____ RECORDS SHOWN

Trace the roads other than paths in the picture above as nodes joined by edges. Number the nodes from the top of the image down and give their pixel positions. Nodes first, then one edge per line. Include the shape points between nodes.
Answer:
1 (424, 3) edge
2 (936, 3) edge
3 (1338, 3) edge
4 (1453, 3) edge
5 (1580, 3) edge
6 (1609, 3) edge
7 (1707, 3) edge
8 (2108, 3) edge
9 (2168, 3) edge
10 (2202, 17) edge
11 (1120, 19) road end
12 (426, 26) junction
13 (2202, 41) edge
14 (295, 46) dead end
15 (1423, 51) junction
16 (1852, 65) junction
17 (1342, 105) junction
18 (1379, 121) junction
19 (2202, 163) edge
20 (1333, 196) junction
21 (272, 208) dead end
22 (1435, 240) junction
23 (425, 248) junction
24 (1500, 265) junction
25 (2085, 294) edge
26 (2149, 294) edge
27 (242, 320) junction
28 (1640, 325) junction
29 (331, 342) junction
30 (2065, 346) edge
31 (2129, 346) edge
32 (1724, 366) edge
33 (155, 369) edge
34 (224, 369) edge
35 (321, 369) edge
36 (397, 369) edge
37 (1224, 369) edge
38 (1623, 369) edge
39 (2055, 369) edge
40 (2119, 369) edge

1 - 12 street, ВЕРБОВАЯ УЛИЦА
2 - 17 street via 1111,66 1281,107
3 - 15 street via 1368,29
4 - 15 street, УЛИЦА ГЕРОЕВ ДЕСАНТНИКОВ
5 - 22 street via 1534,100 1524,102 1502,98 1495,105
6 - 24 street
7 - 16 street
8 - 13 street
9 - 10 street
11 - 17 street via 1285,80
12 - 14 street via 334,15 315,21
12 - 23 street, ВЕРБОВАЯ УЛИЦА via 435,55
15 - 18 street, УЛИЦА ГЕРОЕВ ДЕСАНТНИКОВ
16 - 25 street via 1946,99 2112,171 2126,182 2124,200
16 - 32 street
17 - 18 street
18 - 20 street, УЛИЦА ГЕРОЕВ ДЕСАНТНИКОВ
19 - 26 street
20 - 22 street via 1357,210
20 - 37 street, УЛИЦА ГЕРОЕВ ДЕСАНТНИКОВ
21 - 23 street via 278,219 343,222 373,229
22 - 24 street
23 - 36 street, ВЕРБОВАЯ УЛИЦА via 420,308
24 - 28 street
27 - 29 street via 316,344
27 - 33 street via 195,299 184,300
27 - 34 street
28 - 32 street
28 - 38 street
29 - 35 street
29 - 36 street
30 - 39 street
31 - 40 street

________

**PROBLEM TO SOLVE**
Each line of the records above must be copied exactly.

**EXERCISE RESULT**
Trace the roads other than paths in the picture above as nodes joined by edges. Number the nodes from the top of the image down and give their pixel positions. Nodes first, then one edge per line. Include the shape points between nodes.
Answer:
1 (424, 3) edge
2 (936, 3) edge
3 (1338, 3) edge
4 (1453, 3) edge
5 (1580, 3) edge
6 (1609, 3) edge
7 (1707, 3) edge
8 (2108, 3) edge
9 (2168, 3) edge
10 (2202, 17) edge
11 (1120, 19) road end
12 (426, 26) junction
13 (2202, 41) edge
14 (295, 46) dead end
15 (1423, 51) junction
16 (1852, 65) junction
17 (1342, 105) junction
18 (1379, 121) junction
19 (2202, 163) edge
20 (1333, 196) junction
21 (272, 208) dead end
22 (1435, 240) junction
23 (425, 248) junction
24 (1500, 265) junction
25 (2085, 294) edge
26 (2149, 294) edge
27 (242, 320) junction
28 (1640, 325) junction
29 (331, 342) junction
30 (2065, 346) edge
31 (2129, 346) edge
32 (1724, 366) edge
33 (155, 369) edge
34 (224, 369) edge
35 (321, 369) edge
36 (397, 369) edge
37 (1224, 369) edge
38 (1623, 369) edge
39 (2055, 369) edge
40 (2119, 369) edge

1 - 12 street, ВЕРБОВАЯ УЛИЦА
2 - 17 street via 1111,66 1281,107
3 - 15 street via 1368,29
4 - 15 street, УЛИЦА ГЕРОЕВ ДЕСАНТНИКОВ
5 - 22 street via 1534,100 1524,102 1502,98 1495,105
6 - 24 street
7 - 16 street
8 - 13 street
9 - 10 street
11 - 17 street via 1285,80
12 - 14 street via 334,15 315,21
12 - 23 street, ВЕРБОВАЯ УЛИЦА via 435,55
15 - 18 street, УЛИЦА ГЕРОЕВ ДЕСАНТНИКОВ
16 - 25 street via 1946,99 2112,171 2126,182 2124,200
16 - 32 street
17 - 18 street
18 - 20 street, УЛИЦА ГЕРОЕВ ДЕСАНТНИКОВ
19 - 26 street
20 - 22 street via 1357,210
20 - 37 street, УЛИЦА ГЕРОЕВ ДЕСАНТНИКОВ
21 - 23 street via 278,219 343,222 373,229
22 - 24 street
23 - 36 street, ВЕРБОВАЯ УЛИЦА via 420,308
24 - 28 street
27 - 29 street via 316,344
27 - 33 street via 195,299 184,300
27 - 34 street
28 - 32 street
28 - 38 street
29 - 35 street
29 - 36 street
30 - 39 street
31 - 40 street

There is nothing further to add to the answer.